::: Data :::

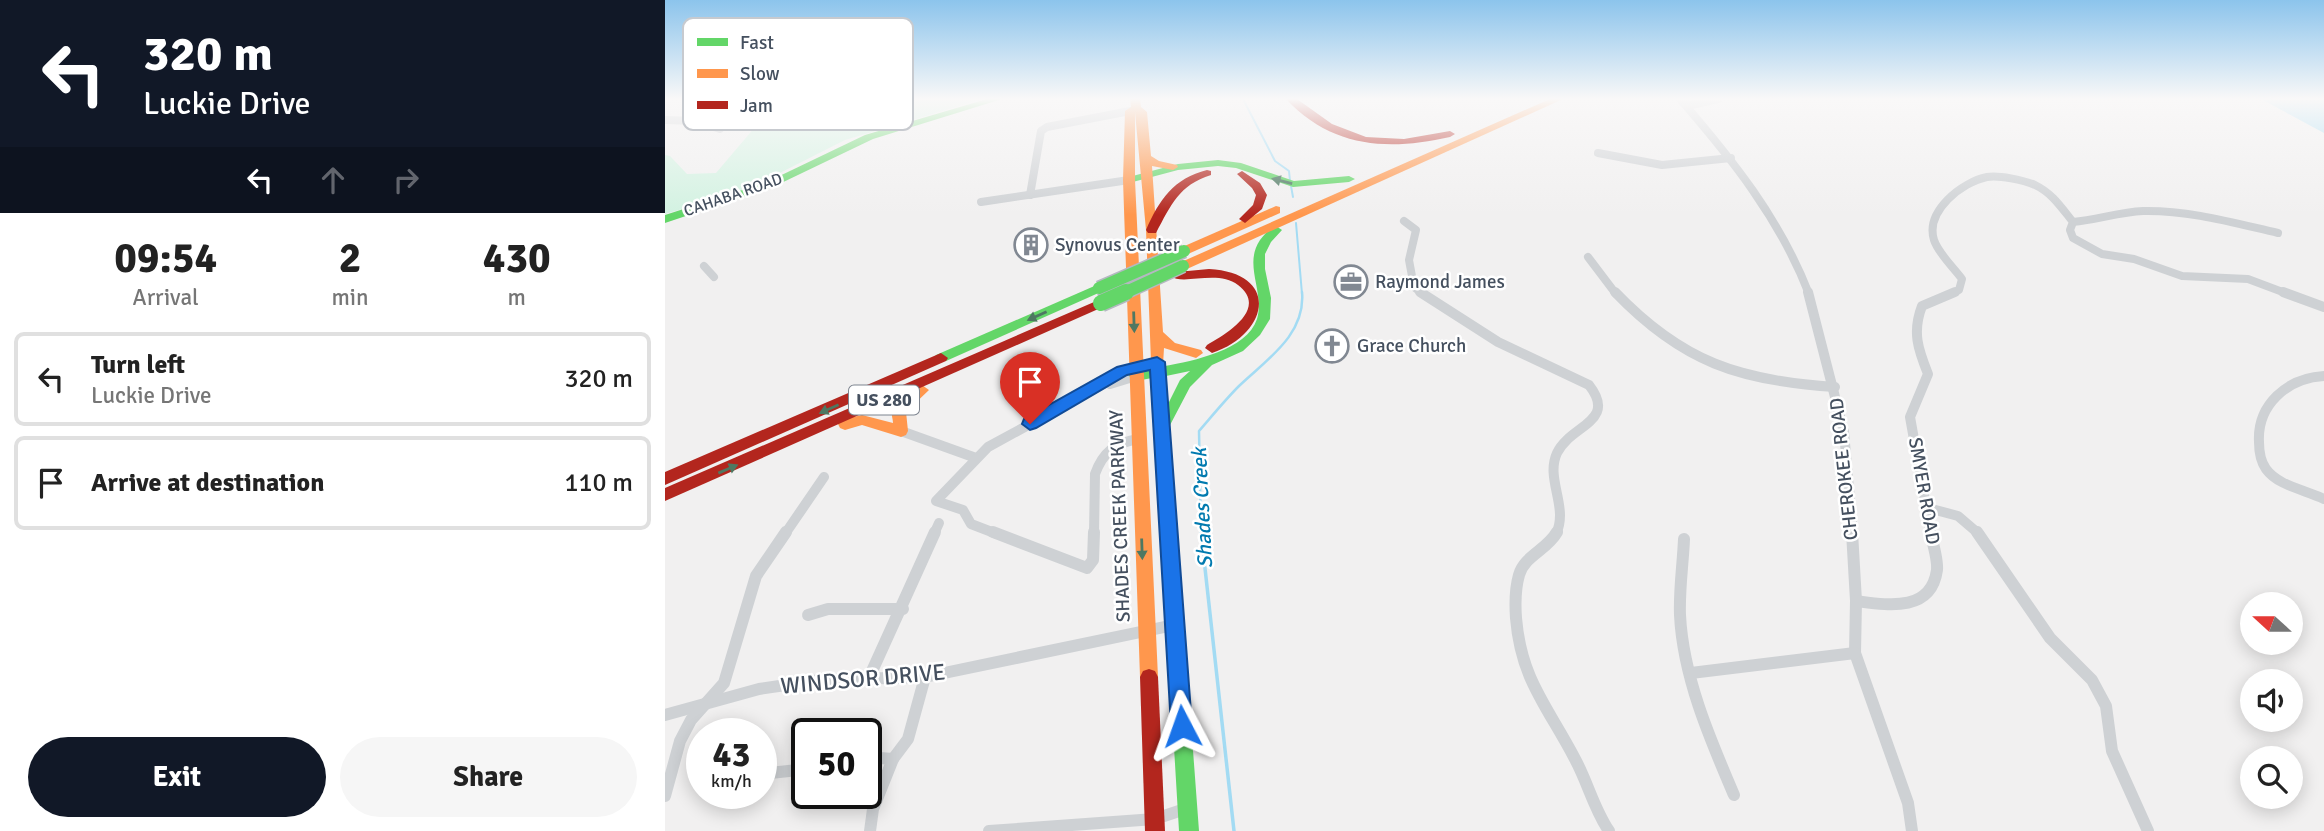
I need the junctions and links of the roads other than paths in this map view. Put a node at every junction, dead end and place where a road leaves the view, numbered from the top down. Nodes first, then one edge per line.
1 (865, 138) edge
2 (1040, 138) edge
3 (1132, 138) edge
4 (1144, 138) edge
5 (1349, 138) edge
6 (1433, 138) edge
7 (1441, 138) edge
8 (1470, 138) edge
9 (1714, 138) edge
10 (1598, 153) dead end
11 (1145, 157) junction
12 (1731, 158) junction
13 (1180, 168) junction
14 (1201, 174) junction
15 (1147, 178) junction
16 (1349, 178) junction
17 (1129, 180) junction
18 (1030, 195) junction
19 (981, 202) dead end
20 (1313, 207) junction
21 (665, 219) edge
22 (1404, 221) dead end
23 (2073, 222) junction
24 (1151, 230) junction
25 (2278, 233) dead end
26 (1211, 239) junction
27 (1588, 257) dead end
28 (1184, 258) junction
29 (704, 266) dead end
30 (714, 277) dead end
31 (1260, 297) junction
32 (1100, 300) junction
33 (2324, 307) edge
34 (1157, 334) junction
35 (1202, 357) junction
36 (960, 366) junction
37 (1157, 367) junction
38 (1136, 371) junction
39 (2324, 376) edge
40 (1835, 387) junction
41 (1162, 428) junction
42 (901, 431) junction
43 (811, 433) junction
44 (1138, 439) junction
45 (976, 458) junction
46 (824, 477) dead end
47 (665, 479) edge
48 (665, 495) edge
49 (2324, 499) edge
50 (1928, 508) junction
51 (939, 523) dead end
52 (1684, 539) dead end
53 (1856, 601) junction
54 (902, 609) junction
55 (808, 615) dead end
56 (1174, 625) junction
57 (1146, 632) junction
58 (1855, 653) junction
59 (1691, 673) junction
60 (925, 677) junction
61 (868, 680) junction
62 (705, 706) junction
63 (665, 715) edge
64 (882, 757) edge
65 (893, 759) junction
66 (1734, 795) dead end
67 (665, 796) edge
68 (1188, 808) junction
69 (1155, 825) edge
70 (870, 831) edge
71 (989, 831) edge
72 (1189, 831) edge
73 (1609, 831) edge
74 (1912, 831) edge
75 (2148, 831) edge

1 - 21 main road, CAHABA ROAD
2 - 18 street
3 - 17 main road, SHADES CREEK PARKWAY
4 - 11 main road
5 - 6 main road
7 - 16 main road, US 280
8 - 20 main road, US 280
9 - 12 street, CHEROKEE ROAD
10 - 12 street
11 - 13 main road
11 - 15 main road
12 - 40 street, CHEROKEE ROAD
13 - 15 main road
16 -> 13 main road
14 - 15 main road
14 - 24 main road
14 - 26 main road
15 - 17 main road
15 - 24 main road
16 - 26 main road, US 280
17 - 18 street
17 -> 38 main road, SHADES CREEK PARKWAY
18 - 19 street
20 - 28 main road, US 280
20 - 31 main road
22 - 73 street
23 - 25 street
23 - 33 street, SMYER ROAD
23 - 50 street, SMYER ROAD
24 - 34 main road
26 - 28 main road, US 280
27 - 40 street
28 - 32 main road, US 280, bridge
29 - 30 street
31 - 32 main road, bridge
31 - 35 main road
32 - 36 main road, US 280
32 -> 47 main road, US 280
34 - 35 main road
34 - 37 main road
35 - 37 main road
35 - 41 main road
36 - 42 main road
36 - 43 main road, US 280
37 - 38 main road
37 - 41 main road
38 - 44 main road, SHADES CREEK PARKWAY
38 - 45 street
39 - 49 street
40 - 53 street, CHEROKEE ROAD
41 - 56 main road
42 - 43 main road
42 - 45 street
48 -> 43 main road, US 280
44 - 45 street
44 -> 57 main road, SHADES CREEK PARKWAY
46 - 62 street
50 - 53 street, SMYER ROAD
50 - 75 street
51 - 54 street
52 - 59 street
53 - 58 street, CHEROKEE ROAD
54 - 55 street
54 - 61 street
56 - 57 street, SHADES CREEK PARKWAY
56 - 68 main road
57 - 60 street, WINDSOR DRIVE
57 - 69 main road, SHADES CREEK PARKWAY
58 - 59 street
58 - 74 street, CHEROKEE ROAD
59 - 66 street
60 - 61 street, WINDSOR DRIVE
60 - 65 street
61 - 62 street, WINDSOR DRIVE
62 - 63 street, WINDSOR DRIVE
62 - 67 street
64 - 65 street
65 - 70 street
68 - 69 street
68 - 72 main road
69 - 71 street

:::

> **Description of the task**
Return only the number of lines above in which the string "DRIVE" occurs.

> **Finished exercise**
4